>>

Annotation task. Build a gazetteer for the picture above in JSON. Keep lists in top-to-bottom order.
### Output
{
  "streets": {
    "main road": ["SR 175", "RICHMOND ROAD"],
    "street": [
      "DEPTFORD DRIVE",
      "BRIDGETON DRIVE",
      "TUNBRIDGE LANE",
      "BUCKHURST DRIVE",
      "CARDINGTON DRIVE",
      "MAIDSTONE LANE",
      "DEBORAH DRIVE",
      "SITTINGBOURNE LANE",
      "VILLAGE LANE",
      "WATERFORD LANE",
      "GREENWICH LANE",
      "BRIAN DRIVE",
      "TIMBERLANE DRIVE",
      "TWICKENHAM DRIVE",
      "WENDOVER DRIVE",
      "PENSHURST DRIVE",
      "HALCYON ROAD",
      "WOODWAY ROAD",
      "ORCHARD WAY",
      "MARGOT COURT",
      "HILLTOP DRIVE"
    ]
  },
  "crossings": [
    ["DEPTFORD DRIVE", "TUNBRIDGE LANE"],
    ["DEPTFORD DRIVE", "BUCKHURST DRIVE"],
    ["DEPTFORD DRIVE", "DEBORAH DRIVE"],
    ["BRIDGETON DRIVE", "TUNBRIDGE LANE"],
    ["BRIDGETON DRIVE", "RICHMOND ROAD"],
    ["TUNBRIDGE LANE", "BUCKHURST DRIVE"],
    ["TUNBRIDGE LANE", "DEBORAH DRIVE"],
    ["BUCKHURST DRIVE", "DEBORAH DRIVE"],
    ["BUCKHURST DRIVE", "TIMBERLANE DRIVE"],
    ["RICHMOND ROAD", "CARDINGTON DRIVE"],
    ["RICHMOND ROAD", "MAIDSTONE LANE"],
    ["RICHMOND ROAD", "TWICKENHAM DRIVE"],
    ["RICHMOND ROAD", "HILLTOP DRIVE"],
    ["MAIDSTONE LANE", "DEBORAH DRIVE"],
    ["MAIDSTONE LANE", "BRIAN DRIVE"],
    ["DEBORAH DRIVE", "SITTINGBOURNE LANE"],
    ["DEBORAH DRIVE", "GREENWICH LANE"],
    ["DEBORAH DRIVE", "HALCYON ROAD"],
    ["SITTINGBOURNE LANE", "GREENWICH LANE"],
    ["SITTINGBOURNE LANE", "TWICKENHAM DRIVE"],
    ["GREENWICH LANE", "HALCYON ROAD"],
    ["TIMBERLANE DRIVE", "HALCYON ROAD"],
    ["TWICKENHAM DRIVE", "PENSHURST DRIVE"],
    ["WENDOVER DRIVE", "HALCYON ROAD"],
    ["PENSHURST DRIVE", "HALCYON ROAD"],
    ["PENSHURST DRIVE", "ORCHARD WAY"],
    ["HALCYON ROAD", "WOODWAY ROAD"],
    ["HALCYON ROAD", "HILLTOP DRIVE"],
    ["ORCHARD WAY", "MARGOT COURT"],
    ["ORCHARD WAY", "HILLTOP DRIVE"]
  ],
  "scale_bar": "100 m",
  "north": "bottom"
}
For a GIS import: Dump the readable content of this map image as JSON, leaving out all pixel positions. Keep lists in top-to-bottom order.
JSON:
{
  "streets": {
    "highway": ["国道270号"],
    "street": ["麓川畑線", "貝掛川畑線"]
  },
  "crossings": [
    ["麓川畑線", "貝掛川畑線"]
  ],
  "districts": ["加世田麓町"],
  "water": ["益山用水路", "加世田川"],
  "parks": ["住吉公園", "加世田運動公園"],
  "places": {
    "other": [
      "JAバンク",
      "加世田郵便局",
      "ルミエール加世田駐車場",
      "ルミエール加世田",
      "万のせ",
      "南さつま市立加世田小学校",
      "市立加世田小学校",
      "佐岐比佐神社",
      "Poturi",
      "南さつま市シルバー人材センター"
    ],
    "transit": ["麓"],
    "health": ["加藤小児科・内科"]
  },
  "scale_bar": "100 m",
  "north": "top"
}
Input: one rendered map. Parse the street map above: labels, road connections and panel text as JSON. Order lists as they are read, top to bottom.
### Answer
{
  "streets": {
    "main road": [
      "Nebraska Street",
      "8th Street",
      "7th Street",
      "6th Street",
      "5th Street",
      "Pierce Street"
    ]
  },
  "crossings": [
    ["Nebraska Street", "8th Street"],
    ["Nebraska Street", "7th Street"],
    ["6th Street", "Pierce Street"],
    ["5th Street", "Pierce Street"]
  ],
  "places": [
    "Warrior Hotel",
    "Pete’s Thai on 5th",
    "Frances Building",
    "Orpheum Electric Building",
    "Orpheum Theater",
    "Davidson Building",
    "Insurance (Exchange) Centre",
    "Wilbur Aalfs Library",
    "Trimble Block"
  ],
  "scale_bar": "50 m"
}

<<

▶ _Instructions to follow_:
Throughout the data above, copy all lines where the word "Orpheum" is found.

▶ _Answer to the problem_:
    "Orpheum Electric Building",
    "Orpheum Theater",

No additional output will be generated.